Los Angeles Times business columnist Michael Hiltzik has just explored the situation thwarting noncommercial neural stem cell research because of patents controlled by StemCells Inc. of Palto Alto, CA. Sadly the scientific heavyweights who could resolve the issue with a simple telephone call are remaining mum.
I first shed light on the matter last month. Dave Jensen then described the dispute on his California Stem Cell Report blog, prompting interesting comments. Here's the deal: Philip H. Schwartz had been distributing neural stem cells he had derived from patients at at Children's Hospital of Orange County (CHOC) to academic researchers. Two years ago CHOC got a letter from StemCells Inc. saying the company controls patents covering the cell lines Schwartz had been deriving and distributing for noncommercial research at universities. CHOC's lawyers told Schwartz to stop providing cells for research until a licensing arrangement was negotiated with the company.

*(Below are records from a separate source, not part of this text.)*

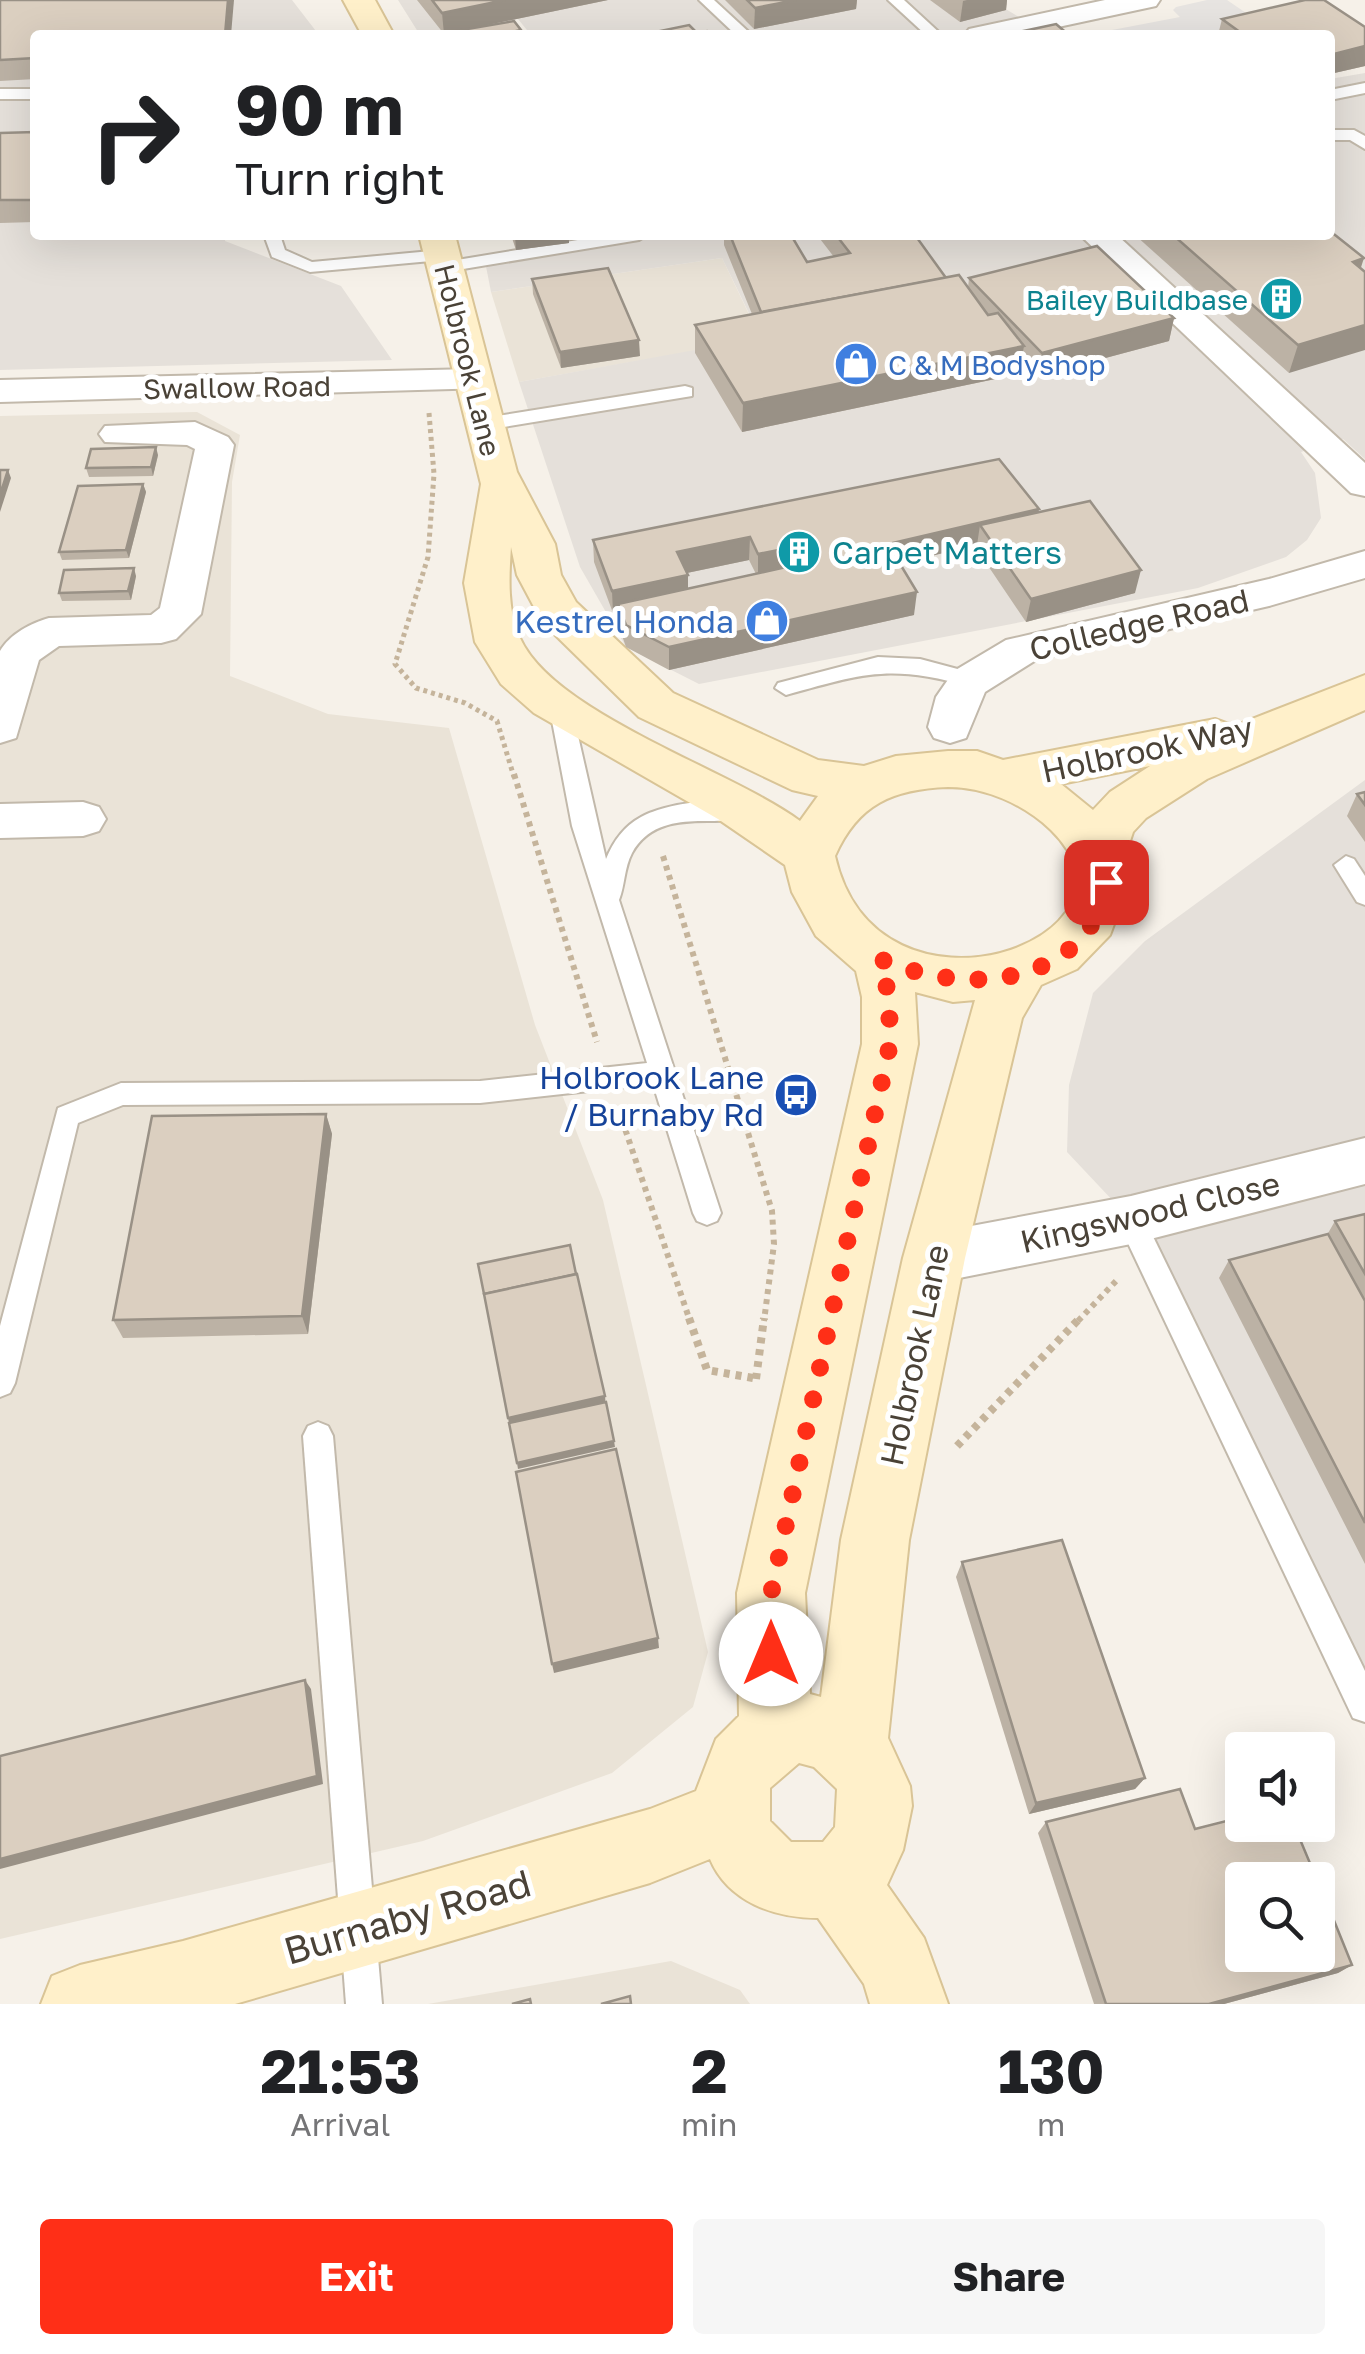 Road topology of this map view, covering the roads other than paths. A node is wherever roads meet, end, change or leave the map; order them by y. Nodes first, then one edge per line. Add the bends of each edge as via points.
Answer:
1 (359, 0) edge
2 (706, 0) edge
3 (895, 0) edge
4 (1146, 0) edge
5 (375, 30) edge
6 (739, 30) edge
7 (929, 30) edge
8 (1003, 30) edge
9 (1365, 88) edge
10 (0, 94) edge
11 (30, 94) edge
12 (1335, 95) edge
13 (1335, 135) edge
14 (1365, 144) edge
15 (274, 240) edge
16 (583, 240) edge
17 (1102, 240) edge
18 (441, 253) edge
19 (474, 380) junction
20 (0, 390) edge
21 (686, 392) dead end
22 (485, 424) junction
23 (118, 434) dead end
24 (1365, 484) edge
25 (501, 485) junction
26 (1365, 564) edge
27 (972, 680) junction
28 (786, 688) dead end
29 (1365, 691) edge
30 (560, 705) junction
31 (1286, 721) junction
32 (0, 727) edge
33 (950, 727) junction
34 (922, 770) junction
35 (992, 773) junction
36 (866, 784) junction
37 (754, 816) junction
38 (82, 819) dead end
39 (0, 821) edge
40 (1102, 852) junction
41 (808, 856) junction
42 (1346, 865) dead end
43 (1365, 896) edge
44 (610, 904) junction
45 (880, 959) junction
46 (1020, 974) junction
47 (662, 1072) junction
48 (1365, 1162) edge
49 (707, 1213) dead end
50 (1131, 1220) junction
51 (934, 1258) junction
52 (0, 1383) edge
53 (318, 1436) dead end
54 (1365, 1706) edge
55 (775, 1732) junction
56 (851, 1747) junction
57 (731, 1814) junction
58 (836, 1878) junction
59 (355, 1932) junction
60 (80, 2004) edge
61 (364, 2004) edge
62 (909, 2004) edge

1 - 5 main road
2 - 6 lane
3 - 7 lane
4 - 8 street
9 - 12 lane
10 - 11 lane
13 - 14 lane
15 - 18 lane via 278,253 310,267
16 - 18 lane
17 - 24 street
18 - 19 main road, Holbrook Lane
19 - 20 street, Swallow Road
19 - 22 main road, Holbrook Lane
21 - 22 lane
22 - 25 main road, Holbrook Lane
23 - 32 street via 195,433 215,444 180,614 161,629 49,632 20,653
25 - 30 main road, Holbrook Lane via 487,550 490,618 500,646 529,682
25 - 36 main road, Holbrook Lane via 558,611 656,705 810,778
26 - 27 street, Colledge Road via 1032,646
27 - 28 lane via 898,661
27 - 33 street via 951,708
29 - 31 main road, Holbrook Way
30 - 37 main road, Holbrook Lane
30 - 44 lane, Holbrook Lane via 584,826
31 - 35 main road, Holbrook Way
31 - 40 main road, Holbrook Way via 1145,792 1111,822
33 - 34 street
33 - 35 street via 960,750
34 - 35 main road
34 - 36 main road
35 - 40 main road via 1062,807
36 - 41 main road via 836,802
37 - 41 main road, Holbrook Lane
37 - 44 lane, Holbrook Lane via 706,810 651,820 617,856
38 - 39 street
40 - 46 main road via 1106,882 1086,934
41 - 45 main road via 826,914
42 - 43 lane
44 - 47 lane, Holbrook Lane
45 - 46 main road via 916,975 954,980
45 - 55 main road via 890,1044 771,1594
46 - 51 main road, Holbrook Lane via 995,1016
47 - 49 lane, Holbrook Lane
47 - 52 lane via 480,1092 121,1094 67,1116
48 - 50 street, Kingswood Close
50 - 51 street, Kingswood Close
50 - 54 lane
51 - 56 main road, Holbrook Lane via 875,1540
53 - 59 lane
55 - 56 main road via 822,1730
55 - 57 main road via 736,1770
56 - 58 main road via 867,1767 877,1799 875,1828 862,1857
57 - 58 main road via 740,1843 761,1868 803,1884
57 - 59 main road, Burnaby Road via 650,1846
58 - 62 main road via 897,1965
59 - 60 main road, Burnaby Road
59 - 61 lane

A particular irony in this is that StemCells Inc.'s Founders and Scientific Advisory Board are three of the biggest heavyweights in stem cell research in California. Or as Hiltzik puts it, "the company's founders include three leading academic stem cell scientists: Irving L. Weissman of Stanford University, David J. Anderson of Caltech and Fred Gage of Salk -- in whose very lab Schwartz developed his method."
None of the three responded to either Jensen's or Hiltzik's request for comment.
This is a situation that should have been settled easily in a month, if not a week. After a two-year stalemate the silence is deafening. I can't help but concluding that, yes, for this trio, $cience does matter.